▶ YOUR OBJECTIVE
All lines of the listing that contain "halo" should be shown in full.
[RECORDS TO USE Boundary: Start]
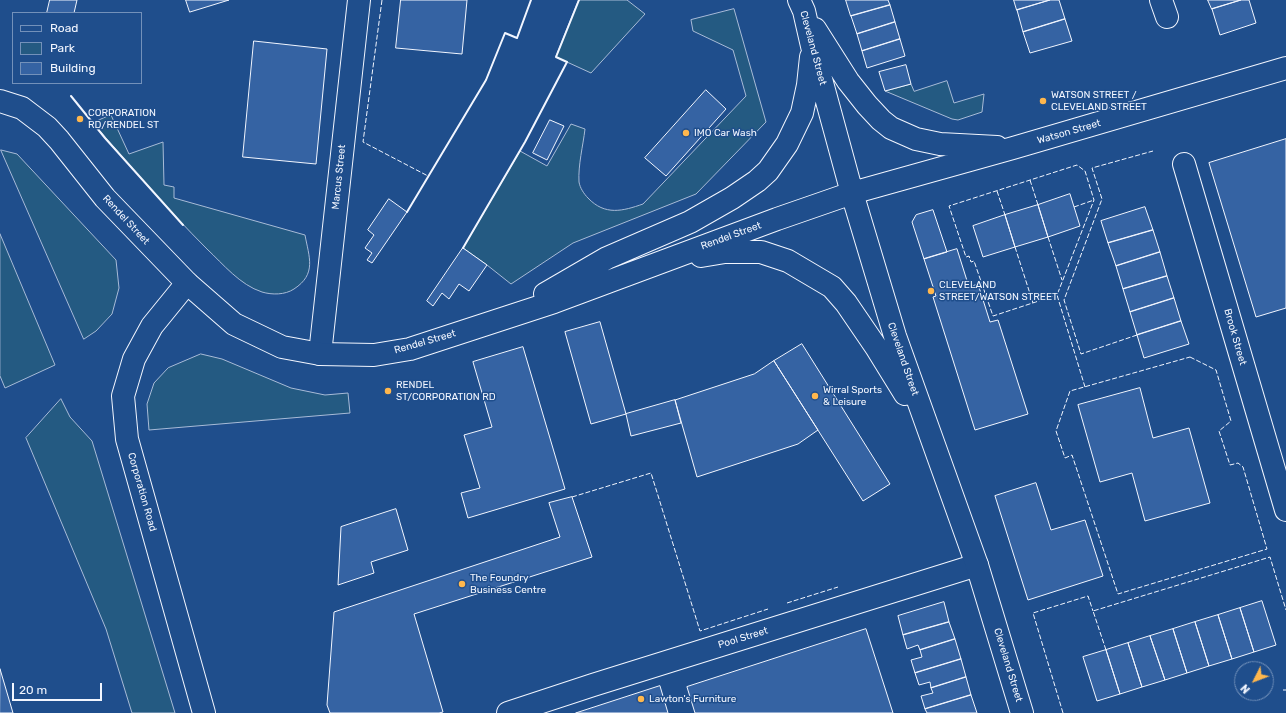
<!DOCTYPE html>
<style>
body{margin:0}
#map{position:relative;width:1286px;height:713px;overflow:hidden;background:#1f4e8c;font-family:Rubik,sans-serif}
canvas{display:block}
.legend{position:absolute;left:12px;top:12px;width:130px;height:72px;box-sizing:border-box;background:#1f4e8c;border:1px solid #7391ba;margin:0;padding:5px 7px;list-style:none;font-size:12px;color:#f2f6ff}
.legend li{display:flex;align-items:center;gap:8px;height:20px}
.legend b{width:20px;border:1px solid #7391ba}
.north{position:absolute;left:1234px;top:661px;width:40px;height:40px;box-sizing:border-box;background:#1f4e8c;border:1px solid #7391ba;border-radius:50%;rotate:228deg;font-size:11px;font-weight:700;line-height:16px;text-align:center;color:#f2f6ff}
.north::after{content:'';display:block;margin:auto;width:14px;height:18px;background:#ffb74d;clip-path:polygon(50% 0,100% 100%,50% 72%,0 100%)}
.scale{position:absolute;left:12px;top:683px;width:90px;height:18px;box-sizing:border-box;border:2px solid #f2f6ff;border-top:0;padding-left:5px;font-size:12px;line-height:14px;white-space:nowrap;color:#f2f6ff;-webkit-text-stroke:3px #1f4e8c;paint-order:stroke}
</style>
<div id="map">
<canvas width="1286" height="713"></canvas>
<ul class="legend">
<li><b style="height:5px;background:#1f4e8c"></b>Road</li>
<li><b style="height:11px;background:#245a82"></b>Park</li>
<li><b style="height:11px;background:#3563a3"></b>Building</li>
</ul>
<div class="north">N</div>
<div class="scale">20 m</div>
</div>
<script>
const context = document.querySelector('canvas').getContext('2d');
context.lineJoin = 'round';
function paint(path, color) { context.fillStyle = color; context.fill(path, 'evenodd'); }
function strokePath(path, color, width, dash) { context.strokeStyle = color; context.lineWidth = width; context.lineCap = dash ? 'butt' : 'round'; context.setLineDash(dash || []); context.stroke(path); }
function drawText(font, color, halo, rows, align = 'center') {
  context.font = font + ' Rubik,sans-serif'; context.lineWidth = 3; context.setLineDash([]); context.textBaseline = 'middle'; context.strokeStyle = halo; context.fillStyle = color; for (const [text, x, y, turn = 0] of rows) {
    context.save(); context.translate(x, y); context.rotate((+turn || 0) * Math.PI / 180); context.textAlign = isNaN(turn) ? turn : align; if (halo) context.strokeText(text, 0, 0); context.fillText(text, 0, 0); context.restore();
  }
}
const green = new Path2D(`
 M579,0H627L645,14L591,73L556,57Z
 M734,9L766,122L696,194L573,243L511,284L487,265L463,248L520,151L547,166L571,124L585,129C583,146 578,165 579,182C580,188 584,194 588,198C605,216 623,211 643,204L746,96L733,50L693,31L691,20Z
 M947,81L954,103L984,94L982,112L958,120L952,119L885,91L911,84L914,91Z
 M111,115L129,154L163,142L164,185L174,187V198L305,235C309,257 317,274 294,289C285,295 272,295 262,292C240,285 223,264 207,249C167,209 130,166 93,123Z
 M1,150L17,154L116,260L119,288L112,314L96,331L84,339Z
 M0,234L55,365L5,388L0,376Z
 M201,354L222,359L291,388L325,395L348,393L350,413L149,430L147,404L154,383L168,368Z
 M61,399L70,417L92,441L175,713H132L106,629L26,438Z`);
paint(green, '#245a82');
strokePath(green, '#a8bbd7', 1);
const building = new Path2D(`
 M50,0H77L74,13H47Z
 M186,0H229L190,12Z
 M401,0H467L462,54L396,48Z
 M846,0H888L890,5L851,16Z
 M1014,0H1050L1017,10Z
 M1050,0H1059L1065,19L1023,32L1017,10Z
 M1208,0H1241L1212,9Z
 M1241,0H1249L1256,23L1220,35L1212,9Z
 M890,5L895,22L857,34L851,16Z
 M1065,19L1072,41L1030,53L1023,32Z
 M895,22L900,39L862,51L857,34Z
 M900,39L905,56L867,68L862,51Z
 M254,41L327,49L316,164L243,157Z
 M906,65L911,84L885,91L879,72Z
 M706,90L726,109L666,176L645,158Z
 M550,120L564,126L547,160L533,153Z
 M1286,139V308L1256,317L1209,163Z
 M1070,194L1080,226L1048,237L1038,205Z
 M389,199L407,212L372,263L367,260L372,253L365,248L374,235L368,230Z
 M1038,205L1048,237L1015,247L1005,215Z
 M1145,207L1153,230L1108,243L1101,221Z
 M933,210L947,252L924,259L912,222L916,215Z
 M1005,215L1015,247L983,257L973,226Z
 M1153,230L1160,252L1116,266L1108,243Z
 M463,248L487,265L469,291L459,284L449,299L442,293L433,306L427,301Z
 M957,249L969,287L978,284L990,322L998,320L1028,414L975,430L933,297L936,296L924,259Z
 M1160,252L1167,276L1123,289L1116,266Z
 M1167,276L1174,298L1130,312L1123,289Z
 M1174,298L1181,321L1137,335L1130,312Z
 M1181,321L1189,344L1144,358L1137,335Z
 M600,322L626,414L591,424L565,332Z
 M802,344L890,484L863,501L774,361Z
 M523,347L565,489L468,518L461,493L480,488L464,435L492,427L473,362Z
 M774,361L818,430L798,444L697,477L675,400L754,374Z
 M1140,388L1153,438L1189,428L1210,503L1145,521L1132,473L1100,482L1078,405Z
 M675,400L681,423L631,436L626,414Z
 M1036,483L1051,530L1085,520L1103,576L1028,600L995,496Z
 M572,497L592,557L414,614L443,712L439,713H330L327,705L334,612L560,537L549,503Z
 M396,509L408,550L371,562L374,573L338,585L341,527Z
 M1262,601L1276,645L1254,652L1240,608Z
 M944,602L949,622L903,635L898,616Z
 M1240,608L1254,652L1232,659L1218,615Z
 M1218,615L1232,659L1209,666L1195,622Z
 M949,622L955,639L920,650L918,645L907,649L903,635Z
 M1195,622L1209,666L1187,673L1173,629Z
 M866,629L893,713H695L687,687Z
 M1173,629L1187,673L1165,680L1150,636Z
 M1150,636L1165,680L1142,687L1128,643Z
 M955,639L961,659L915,673L911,660L922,657L920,650Z
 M1128,643L1142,687L1120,694L1106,650Z
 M1106,650L1120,694L1097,701L1083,657Z
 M961,659L966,677L931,688L930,682L919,685L915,673Z
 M0,669L13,713H0Z
 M966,677L971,695L925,709L921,696L933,693L931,688Z
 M660,686L668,713H576Z
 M971,695L977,713H927L925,709Z`);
paint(building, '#3563a3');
strokePath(building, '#f2f6ff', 1);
const street = new Path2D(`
 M1161,0L1167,17
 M1184,164L1286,510
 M320,354L359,0
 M508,713L593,685L977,565`);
const secondary = new Path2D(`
 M187,283L152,326L134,359L123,396L127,439L204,713`);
const primary = new Path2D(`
 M799,0L804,11L812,46L852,193L895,336L977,565L1022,713
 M815,29L848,81L867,105L881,120L891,128L916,139L940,144L997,147
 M0,101L22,108L47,127L59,140L105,198L187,283L234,324L282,347L320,354L374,355L410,349L554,302L777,219L852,193L1013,148L1286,68
 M701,256L725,252H761L788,261L832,287L846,303L876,347L905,394
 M545,294L607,258L690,222L732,198L757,181L768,171L787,144L802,113L808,85L811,57`);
strokePath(street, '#f2f6ff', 24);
strokePath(secondary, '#f2f6ff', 24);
strokePath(primary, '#f2f6ff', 24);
strokePath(street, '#1f4e8c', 22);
strokePath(secondary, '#1f4e8c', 22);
strokePath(primary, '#1f4e8c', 22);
strokePath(new Path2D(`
 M382,0L363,142L428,176
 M1030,180L1038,205
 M997,191L1005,215
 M1074,207L1094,200
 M1048,237L1062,280
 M1015,247L1033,303
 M1057,295L993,316L974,261L971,262L969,256L966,257L949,206L1077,165L1085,171L1094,200L1057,295L1085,387
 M1137,335L1081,354L1064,300L1102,199L1092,168L1153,151
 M1190,357L1216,370L1231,421L1219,431L1230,465L1238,463L1243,467L1267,549L1118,594L1072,455L1065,458L1056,431L1070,391Z
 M572,497L651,473L700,631L768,609
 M787,603L838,587
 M1106,650L1093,611L1270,557L1286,610
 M1283,690H1286
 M1063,713L1033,613L1088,596L1093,611`), '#f2f6ff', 1, [5, 2]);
strokePath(new Path2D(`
 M71,96L105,138L183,225
 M407,212L486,80L505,33L517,38L531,0
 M463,248L525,142L567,62L556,57L579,0`), '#f2f6ff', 2);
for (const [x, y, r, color] of [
 [1043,101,4,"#ffb74d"],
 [80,119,4,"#ffb74d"],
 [686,133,4,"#ffb74d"],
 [931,291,4,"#ffb74d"],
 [388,391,4,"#ffb74d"],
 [815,396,4,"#ffb74d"],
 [462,584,4,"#ffb74d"],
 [641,699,4,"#ffb74d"]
]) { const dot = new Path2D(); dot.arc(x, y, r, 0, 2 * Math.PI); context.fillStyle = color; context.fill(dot); strokePath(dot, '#1f4e8c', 1.5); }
drawText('10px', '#f2f6ff', '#1f4e8c', [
 ["Cleveland Street",813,48,75],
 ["Watson Street",1069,132,-16],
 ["Marcus Street",339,177,-84],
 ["Rendel Street",126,220,47],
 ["Rendel Street",731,236,-20],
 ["Brook Street",1235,337,74],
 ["Rendel Street",425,342,-16],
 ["Cleveland Street",903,359,71],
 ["Corporation Road",142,492,74],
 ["Pool Street",743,638,-17],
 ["Cleveland Street",1008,665,73]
]);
drawText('10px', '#f2f6ff', '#1f4e8c', [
 ["WATSON STREET /",1051,95],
 ["CLEVELAND STREET",1051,107],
 ["CORPORATION",88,113],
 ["RD/RENDEL ST",88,125],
 ["IMO Car Wash",694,133],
 ["CLEVELAND",939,285],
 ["STREET/WATSON STREET",939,297],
 ["RENDEL",396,385],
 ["ST/CORPORATION RD",396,397],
 ["Wirral Sports",823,390],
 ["& Leisure",823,402],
 ["The Foundry",470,578],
 ["Business Centre",470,590],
 ["Lawton's Furniture",649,699]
], 'left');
</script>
[RECORDS TO USE Boundary: End]
▶ YOUR RESPONSE
function drawText(font, color, halo, rows, align = 'center') {
  context.font = font + ' Rubik,sans-serif'; context.lineWidth = 3; context.setLineDash([]); context.textBaseline = 'middle'; context.strokeStyle = halo; context.fillStyle = color; for (const [text, x, y, turn = 0] of rows) {
    context.save(); context.translate(x, y); context.rotate((+turn || 0) * Math.PI / 180); context.textAlign = isNaN(turn) ? turn : align; if (halo) context.strokeText(text, 0, 0); context.fillText(text, 0, 0); context.restore();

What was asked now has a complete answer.